__Prompt__. Look through the listing for the string "than" and copy out every line that holds it.

__Material supplied__.
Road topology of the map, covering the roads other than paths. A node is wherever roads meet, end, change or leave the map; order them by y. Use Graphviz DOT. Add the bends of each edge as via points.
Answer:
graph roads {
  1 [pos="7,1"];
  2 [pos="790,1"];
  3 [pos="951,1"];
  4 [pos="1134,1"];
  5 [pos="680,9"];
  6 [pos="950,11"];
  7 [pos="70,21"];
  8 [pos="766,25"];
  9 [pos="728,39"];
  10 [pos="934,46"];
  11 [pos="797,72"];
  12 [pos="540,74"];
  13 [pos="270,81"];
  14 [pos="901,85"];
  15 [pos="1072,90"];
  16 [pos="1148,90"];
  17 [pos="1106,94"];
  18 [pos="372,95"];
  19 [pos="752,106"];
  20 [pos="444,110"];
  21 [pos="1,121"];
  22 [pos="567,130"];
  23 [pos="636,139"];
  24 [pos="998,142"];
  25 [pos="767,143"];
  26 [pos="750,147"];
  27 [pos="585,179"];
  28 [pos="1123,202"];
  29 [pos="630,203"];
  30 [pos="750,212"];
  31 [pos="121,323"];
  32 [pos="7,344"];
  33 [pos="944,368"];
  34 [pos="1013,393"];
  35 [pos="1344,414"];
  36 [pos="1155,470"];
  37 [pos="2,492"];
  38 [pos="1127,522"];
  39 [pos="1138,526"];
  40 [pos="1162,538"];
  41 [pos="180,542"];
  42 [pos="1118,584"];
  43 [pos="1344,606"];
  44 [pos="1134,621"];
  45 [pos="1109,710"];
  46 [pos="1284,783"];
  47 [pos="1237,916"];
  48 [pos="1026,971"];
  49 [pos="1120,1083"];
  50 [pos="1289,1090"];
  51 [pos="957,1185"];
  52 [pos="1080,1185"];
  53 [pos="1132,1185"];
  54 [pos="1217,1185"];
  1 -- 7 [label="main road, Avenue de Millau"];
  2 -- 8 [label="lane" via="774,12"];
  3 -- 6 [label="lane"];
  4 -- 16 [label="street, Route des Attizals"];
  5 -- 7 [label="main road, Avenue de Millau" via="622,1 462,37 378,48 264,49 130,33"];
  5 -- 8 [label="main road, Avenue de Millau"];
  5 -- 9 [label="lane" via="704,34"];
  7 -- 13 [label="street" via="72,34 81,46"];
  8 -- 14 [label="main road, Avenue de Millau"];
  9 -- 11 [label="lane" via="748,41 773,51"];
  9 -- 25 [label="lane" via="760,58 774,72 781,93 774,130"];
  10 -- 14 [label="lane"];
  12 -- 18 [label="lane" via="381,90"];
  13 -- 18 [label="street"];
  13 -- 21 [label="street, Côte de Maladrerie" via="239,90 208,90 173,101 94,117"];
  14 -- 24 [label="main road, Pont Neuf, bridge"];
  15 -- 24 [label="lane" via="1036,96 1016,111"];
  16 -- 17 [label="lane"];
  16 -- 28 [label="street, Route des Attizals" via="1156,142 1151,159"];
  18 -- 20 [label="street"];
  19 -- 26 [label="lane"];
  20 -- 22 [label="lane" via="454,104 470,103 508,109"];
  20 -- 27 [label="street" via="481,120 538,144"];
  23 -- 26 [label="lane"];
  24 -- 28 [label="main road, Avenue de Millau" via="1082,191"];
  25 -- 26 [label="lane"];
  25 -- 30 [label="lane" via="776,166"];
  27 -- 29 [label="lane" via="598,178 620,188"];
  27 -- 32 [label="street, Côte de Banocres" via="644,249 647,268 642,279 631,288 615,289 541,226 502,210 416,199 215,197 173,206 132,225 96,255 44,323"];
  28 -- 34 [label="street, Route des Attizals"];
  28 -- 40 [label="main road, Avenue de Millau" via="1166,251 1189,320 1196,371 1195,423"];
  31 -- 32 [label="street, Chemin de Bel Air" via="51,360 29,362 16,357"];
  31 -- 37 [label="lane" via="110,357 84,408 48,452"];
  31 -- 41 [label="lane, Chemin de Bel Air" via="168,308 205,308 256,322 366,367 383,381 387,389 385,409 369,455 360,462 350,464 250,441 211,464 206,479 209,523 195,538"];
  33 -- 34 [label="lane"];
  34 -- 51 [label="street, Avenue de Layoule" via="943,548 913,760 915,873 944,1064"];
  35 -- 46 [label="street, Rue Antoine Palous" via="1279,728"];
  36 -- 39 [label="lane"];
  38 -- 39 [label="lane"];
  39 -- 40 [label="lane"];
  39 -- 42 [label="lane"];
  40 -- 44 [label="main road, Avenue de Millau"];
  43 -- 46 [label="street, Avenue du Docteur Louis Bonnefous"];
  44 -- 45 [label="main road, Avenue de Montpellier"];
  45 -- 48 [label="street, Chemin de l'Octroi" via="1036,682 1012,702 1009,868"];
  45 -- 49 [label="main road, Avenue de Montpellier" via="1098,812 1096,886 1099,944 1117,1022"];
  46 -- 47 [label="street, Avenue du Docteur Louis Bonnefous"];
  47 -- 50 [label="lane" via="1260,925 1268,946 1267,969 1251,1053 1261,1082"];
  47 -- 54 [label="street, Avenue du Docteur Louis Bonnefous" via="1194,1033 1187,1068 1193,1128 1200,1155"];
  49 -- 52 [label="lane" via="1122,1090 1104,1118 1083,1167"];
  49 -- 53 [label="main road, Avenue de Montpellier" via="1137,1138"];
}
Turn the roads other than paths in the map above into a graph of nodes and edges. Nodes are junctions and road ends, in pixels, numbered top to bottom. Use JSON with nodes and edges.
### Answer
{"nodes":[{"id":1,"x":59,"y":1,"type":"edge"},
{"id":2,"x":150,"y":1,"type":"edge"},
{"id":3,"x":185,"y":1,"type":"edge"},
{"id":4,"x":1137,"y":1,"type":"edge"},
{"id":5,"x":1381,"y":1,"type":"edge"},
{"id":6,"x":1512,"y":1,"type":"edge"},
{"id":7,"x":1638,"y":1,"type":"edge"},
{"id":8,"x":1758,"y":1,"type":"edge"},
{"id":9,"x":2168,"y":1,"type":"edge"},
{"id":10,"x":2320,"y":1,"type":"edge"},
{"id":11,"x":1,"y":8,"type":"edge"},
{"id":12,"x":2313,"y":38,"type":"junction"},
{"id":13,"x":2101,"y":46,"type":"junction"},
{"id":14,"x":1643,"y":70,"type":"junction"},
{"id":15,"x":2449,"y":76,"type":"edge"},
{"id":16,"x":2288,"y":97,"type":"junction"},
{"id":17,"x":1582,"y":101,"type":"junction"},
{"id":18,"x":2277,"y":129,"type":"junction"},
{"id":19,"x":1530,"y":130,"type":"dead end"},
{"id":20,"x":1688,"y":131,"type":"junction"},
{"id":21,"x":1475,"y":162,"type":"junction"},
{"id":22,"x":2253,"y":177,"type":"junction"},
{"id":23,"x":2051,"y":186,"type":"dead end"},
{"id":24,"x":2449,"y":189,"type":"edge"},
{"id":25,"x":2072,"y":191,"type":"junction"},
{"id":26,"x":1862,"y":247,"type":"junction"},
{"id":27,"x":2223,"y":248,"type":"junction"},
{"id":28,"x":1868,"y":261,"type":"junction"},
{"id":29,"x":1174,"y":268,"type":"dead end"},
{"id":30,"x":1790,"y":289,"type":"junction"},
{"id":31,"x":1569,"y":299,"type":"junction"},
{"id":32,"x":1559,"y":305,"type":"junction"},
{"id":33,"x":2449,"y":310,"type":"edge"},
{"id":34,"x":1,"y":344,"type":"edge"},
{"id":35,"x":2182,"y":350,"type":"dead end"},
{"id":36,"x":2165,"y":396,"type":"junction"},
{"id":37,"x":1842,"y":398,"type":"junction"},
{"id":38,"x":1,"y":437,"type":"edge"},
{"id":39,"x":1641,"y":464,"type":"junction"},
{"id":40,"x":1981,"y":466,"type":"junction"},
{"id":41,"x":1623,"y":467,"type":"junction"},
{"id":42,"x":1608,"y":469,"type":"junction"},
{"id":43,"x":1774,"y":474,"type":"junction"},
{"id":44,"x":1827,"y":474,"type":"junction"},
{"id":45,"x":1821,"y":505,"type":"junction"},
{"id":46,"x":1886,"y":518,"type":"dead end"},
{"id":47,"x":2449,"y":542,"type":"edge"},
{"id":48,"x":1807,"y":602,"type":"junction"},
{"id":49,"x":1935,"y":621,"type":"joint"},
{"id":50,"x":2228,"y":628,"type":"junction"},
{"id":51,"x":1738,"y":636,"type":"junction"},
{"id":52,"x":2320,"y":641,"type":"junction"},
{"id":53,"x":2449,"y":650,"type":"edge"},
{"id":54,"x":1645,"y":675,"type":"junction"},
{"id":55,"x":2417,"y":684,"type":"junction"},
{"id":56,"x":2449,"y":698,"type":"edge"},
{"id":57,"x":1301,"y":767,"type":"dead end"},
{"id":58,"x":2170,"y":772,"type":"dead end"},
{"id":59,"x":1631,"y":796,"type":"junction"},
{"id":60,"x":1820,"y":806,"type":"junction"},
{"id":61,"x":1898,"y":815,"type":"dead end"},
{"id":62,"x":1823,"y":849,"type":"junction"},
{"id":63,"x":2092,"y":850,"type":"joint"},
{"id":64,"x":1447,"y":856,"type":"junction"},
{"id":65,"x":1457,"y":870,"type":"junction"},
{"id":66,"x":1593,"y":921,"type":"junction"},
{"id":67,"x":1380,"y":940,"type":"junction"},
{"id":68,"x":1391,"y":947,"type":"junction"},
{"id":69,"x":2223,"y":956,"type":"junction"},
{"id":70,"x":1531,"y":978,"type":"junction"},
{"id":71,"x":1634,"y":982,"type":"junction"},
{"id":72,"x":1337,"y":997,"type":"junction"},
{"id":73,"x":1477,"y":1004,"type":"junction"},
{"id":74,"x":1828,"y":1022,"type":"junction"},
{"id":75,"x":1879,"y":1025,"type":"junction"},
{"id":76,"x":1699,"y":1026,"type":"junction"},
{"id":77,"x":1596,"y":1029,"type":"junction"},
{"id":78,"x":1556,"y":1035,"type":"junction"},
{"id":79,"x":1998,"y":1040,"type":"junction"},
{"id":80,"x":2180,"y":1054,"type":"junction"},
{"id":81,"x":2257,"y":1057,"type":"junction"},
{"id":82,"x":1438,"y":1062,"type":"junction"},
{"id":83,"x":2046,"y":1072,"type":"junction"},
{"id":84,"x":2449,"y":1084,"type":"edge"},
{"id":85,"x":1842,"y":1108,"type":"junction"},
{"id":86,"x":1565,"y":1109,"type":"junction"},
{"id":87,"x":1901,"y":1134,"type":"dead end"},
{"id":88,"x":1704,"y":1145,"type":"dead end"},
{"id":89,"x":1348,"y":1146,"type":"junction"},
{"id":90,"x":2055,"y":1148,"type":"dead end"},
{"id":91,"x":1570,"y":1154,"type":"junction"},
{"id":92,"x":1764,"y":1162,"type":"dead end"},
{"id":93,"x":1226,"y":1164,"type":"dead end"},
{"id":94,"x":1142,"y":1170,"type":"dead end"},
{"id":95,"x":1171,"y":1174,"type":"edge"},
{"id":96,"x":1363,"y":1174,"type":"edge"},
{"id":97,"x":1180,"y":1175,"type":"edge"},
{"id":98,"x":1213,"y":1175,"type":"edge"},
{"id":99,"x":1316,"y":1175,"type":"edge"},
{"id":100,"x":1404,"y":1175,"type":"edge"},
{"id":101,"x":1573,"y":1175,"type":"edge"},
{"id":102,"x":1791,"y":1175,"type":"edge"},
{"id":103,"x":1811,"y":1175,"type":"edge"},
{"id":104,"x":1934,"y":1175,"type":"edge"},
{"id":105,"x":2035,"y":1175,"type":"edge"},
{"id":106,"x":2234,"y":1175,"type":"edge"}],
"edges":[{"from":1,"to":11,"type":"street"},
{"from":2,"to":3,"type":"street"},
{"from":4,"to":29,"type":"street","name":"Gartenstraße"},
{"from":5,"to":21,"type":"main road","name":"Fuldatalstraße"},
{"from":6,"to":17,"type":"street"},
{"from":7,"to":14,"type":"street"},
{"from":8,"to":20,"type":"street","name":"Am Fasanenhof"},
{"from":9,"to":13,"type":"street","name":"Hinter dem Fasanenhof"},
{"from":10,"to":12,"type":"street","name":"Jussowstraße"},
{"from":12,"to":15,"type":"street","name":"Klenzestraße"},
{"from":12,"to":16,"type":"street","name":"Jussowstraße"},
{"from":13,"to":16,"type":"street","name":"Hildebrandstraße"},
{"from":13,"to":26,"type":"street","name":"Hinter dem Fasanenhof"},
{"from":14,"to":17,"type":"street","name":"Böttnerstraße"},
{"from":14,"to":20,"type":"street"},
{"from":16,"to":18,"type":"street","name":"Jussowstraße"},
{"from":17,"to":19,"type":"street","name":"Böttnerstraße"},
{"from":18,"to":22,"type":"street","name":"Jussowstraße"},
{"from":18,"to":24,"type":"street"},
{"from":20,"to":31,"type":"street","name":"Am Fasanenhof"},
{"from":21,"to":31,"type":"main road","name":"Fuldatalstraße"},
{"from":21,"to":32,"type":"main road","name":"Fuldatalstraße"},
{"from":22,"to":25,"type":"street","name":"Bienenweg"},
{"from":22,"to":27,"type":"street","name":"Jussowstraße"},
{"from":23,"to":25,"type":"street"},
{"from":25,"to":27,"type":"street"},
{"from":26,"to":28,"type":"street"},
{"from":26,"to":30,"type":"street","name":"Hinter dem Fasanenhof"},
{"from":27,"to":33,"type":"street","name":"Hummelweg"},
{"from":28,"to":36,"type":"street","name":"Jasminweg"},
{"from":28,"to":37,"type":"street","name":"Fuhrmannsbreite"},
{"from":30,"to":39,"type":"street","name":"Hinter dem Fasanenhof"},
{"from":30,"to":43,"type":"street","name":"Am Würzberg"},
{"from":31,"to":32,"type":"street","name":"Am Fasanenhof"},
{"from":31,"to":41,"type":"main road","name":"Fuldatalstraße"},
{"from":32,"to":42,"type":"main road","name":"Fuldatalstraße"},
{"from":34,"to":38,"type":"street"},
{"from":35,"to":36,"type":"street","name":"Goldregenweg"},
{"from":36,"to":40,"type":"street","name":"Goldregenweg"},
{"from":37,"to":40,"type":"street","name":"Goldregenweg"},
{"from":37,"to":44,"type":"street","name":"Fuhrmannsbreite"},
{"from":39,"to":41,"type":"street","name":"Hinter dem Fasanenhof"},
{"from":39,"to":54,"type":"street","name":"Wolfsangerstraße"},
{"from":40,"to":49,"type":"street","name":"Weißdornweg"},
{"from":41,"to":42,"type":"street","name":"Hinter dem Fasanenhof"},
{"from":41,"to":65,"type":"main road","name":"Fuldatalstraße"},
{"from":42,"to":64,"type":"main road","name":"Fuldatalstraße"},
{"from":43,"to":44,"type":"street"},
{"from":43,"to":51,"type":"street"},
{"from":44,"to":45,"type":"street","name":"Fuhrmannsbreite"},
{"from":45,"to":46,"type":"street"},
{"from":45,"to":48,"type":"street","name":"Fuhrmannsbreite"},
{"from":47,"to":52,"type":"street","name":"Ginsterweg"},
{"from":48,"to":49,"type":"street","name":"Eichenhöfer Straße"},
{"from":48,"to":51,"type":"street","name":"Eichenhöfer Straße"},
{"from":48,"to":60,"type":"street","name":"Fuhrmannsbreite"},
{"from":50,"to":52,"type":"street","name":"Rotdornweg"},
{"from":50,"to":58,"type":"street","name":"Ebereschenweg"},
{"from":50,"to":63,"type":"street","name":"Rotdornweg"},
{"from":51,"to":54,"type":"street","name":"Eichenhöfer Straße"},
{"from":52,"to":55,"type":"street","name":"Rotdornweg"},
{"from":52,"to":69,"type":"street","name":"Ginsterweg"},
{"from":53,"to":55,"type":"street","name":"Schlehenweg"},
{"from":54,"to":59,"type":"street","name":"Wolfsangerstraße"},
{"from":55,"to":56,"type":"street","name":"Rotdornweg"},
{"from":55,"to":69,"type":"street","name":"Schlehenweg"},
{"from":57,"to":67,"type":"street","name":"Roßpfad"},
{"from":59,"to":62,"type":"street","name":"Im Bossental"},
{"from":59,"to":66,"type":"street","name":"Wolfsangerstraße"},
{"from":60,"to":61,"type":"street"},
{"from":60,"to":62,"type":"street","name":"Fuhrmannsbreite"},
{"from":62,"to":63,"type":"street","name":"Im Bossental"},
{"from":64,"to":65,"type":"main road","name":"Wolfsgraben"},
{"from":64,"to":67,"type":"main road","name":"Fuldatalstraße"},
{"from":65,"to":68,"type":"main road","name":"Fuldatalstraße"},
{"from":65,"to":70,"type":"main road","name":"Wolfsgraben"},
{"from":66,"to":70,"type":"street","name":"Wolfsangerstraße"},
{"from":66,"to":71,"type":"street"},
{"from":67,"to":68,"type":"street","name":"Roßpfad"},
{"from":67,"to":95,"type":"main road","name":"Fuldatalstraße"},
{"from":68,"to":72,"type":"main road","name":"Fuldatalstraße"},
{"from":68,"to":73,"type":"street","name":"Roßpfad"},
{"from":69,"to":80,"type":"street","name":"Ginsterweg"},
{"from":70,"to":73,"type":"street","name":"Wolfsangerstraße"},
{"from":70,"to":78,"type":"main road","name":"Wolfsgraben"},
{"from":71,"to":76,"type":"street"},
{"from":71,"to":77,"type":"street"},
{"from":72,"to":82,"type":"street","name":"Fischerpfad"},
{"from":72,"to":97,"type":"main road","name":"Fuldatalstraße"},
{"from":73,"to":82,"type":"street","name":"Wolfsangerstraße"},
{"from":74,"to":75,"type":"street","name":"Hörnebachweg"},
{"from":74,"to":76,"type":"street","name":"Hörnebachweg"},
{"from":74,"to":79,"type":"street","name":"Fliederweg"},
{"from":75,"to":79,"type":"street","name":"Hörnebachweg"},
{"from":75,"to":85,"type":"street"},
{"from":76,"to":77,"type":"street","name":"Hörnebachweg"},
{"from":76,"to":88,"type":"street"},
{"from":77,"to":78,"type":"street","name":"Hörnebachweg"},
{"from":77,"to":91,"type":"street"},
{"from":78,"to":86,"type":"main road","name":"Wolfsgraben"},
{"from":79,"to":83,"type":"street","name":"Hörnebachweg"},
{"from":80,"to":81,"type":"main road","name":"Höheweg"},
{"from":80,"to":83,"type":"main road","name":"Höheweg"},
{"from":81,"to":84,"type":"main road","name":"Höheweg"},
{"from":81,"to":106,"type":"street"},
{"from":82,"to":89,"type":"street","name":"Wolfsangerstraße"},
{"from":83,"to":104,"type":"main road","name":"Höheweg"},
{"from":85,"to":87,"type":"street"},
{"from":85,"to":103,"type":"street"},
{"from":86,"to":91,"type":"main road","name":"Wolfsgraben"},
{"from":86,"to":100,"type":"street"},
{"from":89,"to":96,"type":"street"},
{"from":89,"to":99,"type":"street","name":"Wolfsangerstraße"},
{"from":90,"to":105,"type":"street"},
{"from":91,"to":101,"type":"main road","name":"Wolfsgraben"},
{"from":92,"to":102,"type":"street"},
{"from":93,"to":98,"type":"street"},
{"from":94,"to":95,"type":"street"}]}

__The answer__.
Road topology of the map, covering the roads other than paths. A node is wherever roads meet, end, change or leave the map; order them by y. Use Graphviz DOT. Add the bends of each edge as via points.
Turn the roads other than paths in the map above into a graph of nodes and edges. Nodes are junctions and road ends, in pixels, numbered top to bottom. Use JSON with nodes and edges.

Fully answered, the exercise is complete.